Zielony niemal od razu stanął przy Blue. Wiem że bał się walczyć z Wayne'em. Mimo kiepskiego samopoczucia, uśmiechnęłam się na to. Zielonooki również zauważył że Bestia nie chce z nim walczyć.
-Wiesz że nie możesz wiecznie unikać walki ze mną.-Poinformował.
-Raczej jesteś po naszej stronie, więc spasuje. Dzięki.
-Zasłaniasz się dziewczyną, Amigo.-Parsknął Reyes.
-Jeśli nie masz siły...-Zamaskowany spojrzał na mnie.
-Chcę walczyć.-Przerwałam mu, a nastolatek pokiwał głową.

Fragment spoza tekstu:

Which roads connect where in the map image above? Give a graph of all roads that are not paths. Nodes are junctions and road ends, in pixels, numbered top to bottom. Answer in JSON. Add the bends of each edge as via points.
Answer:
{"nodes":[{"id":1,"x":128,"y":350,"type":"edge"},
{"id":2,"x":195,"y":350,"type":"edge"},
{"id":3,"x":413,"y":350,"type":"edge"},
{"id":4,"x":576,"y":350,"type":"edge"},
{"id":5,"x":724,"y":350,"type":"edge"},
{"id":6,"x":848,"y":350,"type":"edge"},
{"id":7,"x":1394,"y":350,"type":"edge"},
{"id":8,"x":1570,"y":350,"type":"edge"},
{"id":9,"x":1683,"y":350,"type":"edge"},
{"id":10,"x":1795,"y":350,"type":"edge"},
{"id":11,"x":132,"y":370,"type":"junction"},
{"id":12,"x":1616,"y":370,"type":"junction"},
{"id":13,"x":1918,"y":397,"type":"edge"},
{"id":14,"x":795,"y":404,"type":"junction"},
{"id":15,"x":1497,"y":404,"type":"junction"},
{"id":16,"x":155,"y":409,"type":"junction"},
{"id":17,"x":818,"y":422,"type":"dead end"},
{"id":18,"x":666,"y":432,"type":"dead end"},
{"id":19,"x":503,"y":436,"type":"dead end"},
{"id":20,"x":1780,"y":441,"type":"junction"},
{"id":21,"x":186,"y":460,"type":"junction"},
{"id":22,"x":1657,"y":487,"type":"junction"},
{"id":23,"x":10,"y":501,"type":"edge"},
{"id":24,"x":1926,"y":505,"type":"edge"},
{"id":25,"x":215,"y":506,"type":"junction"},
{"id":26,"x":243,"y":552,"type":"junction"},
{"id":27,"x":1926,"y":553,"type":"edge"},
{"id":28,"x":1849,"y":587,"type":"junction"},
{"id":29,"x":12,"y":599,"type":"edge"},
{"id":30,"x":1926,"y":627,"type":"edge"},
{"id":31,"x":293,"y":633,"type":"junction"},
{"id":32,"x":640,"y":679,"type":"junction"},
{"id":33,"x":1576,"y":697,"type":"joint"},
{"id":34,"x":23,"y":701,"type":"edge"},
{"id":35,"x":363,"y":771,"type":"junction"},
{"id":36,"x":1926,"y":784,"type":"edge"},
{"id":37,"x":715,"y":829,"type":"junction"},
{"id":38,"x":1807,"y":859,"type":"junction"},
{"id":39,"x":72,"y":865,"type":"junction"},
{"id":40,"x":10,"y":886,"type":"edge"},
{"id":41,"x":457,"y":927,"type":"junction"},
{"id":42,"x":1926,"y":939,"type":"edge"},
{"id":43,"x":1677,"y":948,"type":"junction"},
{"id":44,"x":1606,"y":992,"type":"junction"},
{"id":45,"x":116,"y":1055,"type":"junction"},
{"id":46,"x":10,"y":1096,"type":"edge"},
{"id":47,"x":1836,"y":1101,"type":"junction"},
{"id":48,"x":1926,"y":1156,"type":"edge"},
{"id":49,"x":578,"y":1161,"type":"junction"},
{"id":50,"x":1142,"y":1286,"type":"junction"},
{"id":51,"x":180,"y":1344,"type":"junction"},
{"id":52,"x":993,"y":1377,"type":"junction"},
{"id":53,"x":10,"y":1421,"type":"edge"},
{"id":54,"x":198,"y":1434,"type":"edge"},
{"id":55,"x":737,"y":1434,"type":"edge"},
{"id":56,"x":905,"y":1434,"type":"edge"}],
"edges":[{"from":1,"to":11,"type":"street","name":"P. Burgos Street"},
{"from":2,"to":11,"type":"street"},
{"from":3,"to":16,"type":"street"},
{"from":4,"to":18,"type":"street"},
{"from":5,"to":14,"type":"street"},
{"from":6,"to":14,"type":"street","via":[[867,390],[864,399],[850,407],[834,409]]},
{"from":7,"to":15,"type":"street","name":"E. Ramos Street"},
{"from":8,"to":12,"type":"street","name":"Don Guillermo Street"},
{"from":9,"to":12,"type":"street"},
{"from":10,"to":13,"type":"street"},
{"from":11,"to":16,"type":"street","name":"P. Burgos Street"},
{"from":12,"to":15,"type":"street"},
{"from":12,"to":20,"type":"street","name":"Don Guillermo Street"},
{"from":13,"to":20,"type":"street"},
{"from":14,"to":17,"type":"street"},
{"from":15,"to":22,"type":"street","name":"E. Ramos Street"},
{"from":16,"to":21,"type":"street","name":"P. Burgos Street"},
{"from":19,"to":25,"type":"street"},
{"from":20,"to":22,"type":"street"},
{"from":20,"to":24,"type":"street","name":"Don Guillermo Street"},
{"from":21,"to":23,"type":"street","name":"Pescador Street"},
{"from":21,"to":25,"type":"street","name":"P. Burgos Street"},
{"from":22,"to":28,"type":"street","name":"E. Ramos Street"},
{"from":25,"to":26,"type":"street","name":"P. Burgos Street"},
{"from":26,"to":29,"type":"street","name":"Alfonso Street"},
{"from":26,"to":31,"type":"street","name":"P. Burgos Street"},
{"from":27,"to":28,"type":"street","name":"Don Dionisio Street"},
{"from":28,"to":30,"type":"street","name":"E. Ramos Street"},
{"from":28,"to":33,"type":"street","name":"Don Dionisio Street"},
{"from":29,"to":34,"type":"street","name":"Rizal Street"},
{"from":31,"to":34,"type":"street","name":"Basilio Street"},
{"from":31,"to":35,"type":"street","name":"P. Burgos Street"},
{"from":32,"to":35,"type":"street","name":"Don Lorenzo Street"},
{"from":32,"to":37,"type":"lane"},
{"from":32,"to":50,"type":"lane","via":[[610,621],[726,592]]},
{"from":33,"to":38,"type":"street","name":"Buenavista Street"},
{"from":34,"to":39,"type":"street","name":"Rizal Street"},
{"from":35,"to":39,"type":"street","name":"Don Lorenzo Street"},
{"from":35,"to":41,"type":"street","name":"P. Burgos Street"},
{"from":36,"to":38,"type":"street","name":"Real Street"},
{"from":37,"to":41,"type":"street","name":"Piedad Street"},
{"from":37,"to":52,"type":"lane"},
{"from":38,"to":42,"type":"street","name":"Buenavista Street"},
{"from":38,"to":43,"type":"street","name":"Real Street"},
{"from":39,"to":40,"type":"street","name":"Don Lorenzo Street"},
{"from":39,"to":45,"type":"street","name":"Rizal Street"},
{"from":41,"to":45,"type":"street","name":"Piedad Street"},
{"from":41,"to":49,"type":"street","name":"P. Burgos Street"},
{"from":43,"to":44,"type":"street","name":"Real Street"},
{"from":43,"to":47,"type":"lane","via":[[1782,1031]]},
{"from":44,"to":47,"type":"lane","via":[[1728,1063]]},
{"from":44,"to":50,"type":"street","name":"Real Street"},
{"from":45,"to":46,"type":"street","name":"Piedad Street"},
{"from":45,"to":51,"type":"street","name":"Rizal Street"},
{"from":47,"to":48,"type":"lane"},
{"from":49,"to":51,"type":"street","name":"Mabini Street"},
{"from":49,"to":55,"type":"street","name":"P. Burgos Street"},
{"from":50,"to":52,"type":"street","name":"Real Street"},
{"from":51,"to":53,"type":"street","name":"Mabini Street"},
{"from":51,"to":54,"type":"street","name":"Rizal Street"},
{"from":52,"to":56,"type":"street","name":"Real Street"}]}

-Walczcie.-Rozkazał dowódca.
Przyjęliśmy bojowe pozycje. Syn Batmana chwycił miecz i podbiegł do mnie. Przeciął powietrze obok, bo zrobiłam unik i trafiłam go mocą. Zrobił przewrót do tyłu, a ja wzbiłam się w powietrze. Al Ghul sięgnął do paska i rzucił we mnie batarangiem. Zrobiłam tarczę, a gadżet wybuchnął na polu siłowym. Już chciałam zaatakować, gdy moje ciało przeszył ból. Krzyknęłam i spadłam. To jest, spadłabym, gdyby Robin mnie nie złapał. Zacisnęłam oczy, i zaczęłam drgać w bolesnych spazmach. Słyszałam jak ktoś krzyczy moje imię, ja jednak rzucałam się po podłodze. Poczułam czyjeś palce, zaciskające się na moich nadgarstkach. Gdy ból ustał, a ja otworzyłam oczy, ujrzałam nad sobą zatroskanego Damiana. To on mnie trzymał.
-Co to było?-Zapytał.
-Nie wiem.-Odpowiedziałam zgodnie z prawdą.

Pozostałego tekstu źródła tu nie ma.